The first missiles fell at 5 a.m. local time on February 24. Following weeks of military build-up and increasingly antagonistic comments, Russian president Vladimir Putin launched a full-scale military invasion of Ukraine. As civilians fled their homes, towards the border or into underground shelters, the global creative community was quick to respond. From Poland to Portugal, Russia to Ukraine, illustrators and designers captured the world’s reactions to the chaos and confusion when the news stopped making sense.
“I think everyone who woke up to the horrible news [that morning] found it difficult to carry on with business as usual,” says Ed Dingli, an illustrator based in Lisbon, Portugal. “It’s so tough to digest injustices that you see going on in the world, drawing is my way of processing it. I guess it’s a form of catharsis, but it’s also a weapon of expression, a show of solidarity.”
Nearby Kyiv, in an undisclosed location he describes as a “not bad bunker,” Ukrainian type designer Ivan Tsanko remains defiant. “I am not safe. None of us are,” he tells me. “But you know, it’s my home, it’s my country and I am ready to die for this.” A couple of weeks before the invasion, Tsanko published an update to his popular Otto Attack typeface, and made it available for free, for designers to incorporate into protest graphics.
“I think about my fonts as weapons. Glock Grotesk, Attack type. Our Ukrainian scripts are our shields, our language is our weapon. Since typography informs how we look at language, I want to use it as a weapon for peace. It’s the least I can do for my country,” he explains, before emphatically adding; “but what we really need is help from all free countries. Let Ukraine join NATO and the EU.”
Parts of Russia’s creative community echo these cries. “Freedom for Ukraine. Putin to the gallows. No to war,” says Leta Minor, a 21-year-old illustrator in Saint Petersburg, who says her work serves to “make people understand that citizens of Russia are against what is happening in Ukraine now. Russian artists cannot be silent and will shout about their position as long as we have a voice.”
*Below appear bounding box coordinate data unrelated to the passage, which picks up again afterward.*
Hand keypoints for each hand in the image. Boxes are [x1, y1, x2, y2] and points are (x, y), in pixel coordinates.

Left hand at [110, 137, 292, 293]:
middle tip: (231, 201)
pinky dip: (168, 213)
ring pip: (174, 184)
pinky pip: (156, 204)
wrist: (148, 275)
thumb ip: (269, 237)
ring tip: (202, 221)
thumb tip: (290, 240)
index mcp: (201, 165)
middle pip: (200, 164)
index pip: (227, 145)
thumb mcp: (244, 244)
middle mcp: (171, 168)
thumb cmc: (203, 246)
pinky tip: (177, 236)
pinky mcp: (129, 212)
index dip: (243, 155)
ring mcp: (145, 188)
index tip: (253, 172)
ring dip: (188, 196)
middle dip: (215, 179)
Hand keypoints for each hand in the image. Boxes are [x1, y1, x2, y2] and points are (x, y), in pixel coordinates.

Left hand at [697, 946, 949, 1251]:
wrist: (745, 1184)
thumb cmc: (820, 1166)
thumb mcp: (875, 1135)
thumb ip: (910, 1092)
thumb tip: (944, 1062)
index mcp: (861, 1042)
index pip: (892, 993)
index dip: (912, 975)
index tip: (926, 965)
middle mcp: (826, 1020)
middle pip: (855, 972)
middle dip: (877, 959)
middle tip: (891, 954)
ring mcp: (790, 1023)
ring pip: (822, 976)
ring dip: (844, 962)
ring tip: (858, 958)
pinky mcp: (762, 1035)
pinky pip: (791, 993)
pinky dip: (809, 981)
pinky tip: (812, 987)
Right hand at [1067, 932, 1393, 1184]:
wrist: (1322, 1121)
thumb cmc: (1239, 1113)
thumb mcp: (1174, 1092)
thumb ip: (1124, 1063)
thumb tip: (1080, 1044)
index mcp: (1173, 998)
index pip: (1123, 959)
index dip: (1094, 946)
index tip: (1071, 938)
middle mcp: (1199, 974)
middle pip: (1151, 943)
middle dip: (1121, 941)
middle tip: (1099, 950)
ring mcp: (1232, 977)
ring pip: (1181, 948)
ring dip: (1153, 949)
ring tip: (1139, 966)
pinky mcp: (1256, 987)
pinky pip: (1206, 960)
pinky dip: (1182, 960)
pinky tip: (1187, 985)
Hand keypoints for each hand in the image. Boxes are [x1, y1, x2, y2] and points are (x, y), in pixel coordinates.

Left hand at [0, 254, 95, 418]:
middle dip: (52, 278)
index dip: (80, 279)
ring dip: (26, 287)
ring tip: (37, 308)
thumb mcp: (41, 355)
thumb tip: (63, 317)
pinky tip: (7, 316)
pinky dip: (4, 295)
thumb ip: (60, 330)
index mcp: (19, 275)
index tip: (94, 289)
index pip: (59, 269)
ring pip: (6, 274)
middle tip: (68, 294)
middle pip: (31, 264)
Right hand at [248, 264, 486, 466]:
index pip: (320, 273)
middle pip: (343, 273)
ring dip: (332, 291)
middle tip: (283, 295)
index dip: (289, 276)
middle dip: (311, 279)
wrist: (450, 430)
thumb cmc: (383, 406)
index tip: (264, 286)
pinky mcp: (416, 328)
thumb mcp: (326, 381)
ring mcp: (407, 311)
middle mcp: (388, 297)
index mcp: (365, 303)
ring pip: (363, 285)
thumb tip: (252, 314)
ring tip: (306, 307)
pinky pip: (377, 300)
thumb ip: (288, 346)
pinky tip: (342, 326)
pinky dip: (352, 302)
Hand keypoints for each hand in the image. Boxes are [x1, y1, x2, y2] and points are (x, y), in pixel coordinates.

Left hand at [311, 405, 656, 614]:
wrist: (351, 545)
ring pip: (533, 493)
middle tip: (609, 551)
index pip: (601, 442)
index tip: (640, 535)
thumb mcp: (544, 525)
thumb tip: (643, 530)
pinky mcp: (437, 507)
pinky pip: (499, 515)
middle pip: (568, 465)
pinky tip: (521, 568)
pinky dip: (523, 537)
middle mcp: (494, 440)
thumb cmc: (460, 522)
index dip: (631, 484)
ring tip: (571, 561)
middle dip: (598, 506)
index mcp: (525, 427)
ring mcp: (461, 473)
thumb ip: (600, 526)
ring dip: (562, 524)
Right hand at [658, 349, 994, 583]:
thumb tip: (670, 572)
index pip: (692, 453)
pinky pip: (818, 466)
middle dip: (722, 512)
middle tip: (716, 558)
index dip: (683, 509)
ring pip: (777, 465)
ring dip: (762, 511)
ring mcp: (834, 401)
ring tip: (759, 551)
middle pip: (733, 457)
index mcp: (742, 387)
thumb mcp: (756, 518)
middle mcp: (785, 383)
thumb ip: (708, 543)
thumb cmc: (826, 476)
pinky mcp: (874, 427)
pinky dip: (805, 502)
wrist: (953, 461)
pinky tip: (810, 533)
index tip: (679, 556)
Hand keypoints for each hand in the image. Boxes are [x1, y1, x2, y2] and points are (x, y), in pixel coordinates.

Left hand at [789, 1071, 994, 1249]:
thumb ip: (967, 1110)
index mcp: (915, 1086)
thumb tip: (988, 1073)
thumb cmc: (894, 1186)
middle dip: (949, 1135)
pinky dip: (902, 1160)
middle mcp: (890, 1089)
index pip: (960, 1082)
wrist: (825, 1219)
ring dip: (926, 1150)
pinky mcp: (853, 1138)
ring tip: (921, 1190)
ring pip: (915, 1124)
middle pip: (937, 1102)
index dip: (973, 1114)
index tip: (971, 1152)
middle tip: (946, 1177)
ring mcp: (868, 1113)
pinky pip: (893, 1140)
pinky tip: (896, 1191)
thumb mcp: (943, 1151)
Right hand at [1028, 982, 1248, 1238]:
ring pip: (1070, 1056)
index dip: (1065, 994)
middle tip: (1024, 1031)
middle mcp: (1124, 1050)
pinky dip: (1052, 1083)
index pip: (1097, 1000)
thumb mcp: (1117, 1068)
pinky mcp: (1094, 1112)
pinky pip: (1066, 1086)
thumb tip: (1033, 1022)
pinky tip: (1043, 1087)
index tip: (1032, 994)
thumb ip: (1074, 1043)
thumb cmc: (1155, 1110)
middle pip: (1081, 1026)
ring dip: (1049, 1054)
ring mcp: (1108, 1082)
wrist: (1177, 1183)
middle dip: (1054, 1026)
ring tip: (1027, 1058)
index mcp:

Reacting to the news while it was still hot, illustrators opted for visual simplicity. Those first 24 hours were characterized by a raw immediacy; some creatives called for peace, others a call to arms. Others still shared messages of solidarity with those affected, or expressed their shock and sadness. Hundreds more works are being shared every day; people are mobilizing to help, and donations are coming in. But the situation remains critical; the missiles continue to fall as millions are still stuck in the country, including several thousand African students brutally denied safe passage to Poland. In such unsettling times, these little illustrated squares have the power to make a big impact.
I spoke to some of the first designers and illustrators to share their work on instagram in the immediate aftermath of the invasion to gain an insight into what was going through their minds at that time. Our conversations have been edited for clarity.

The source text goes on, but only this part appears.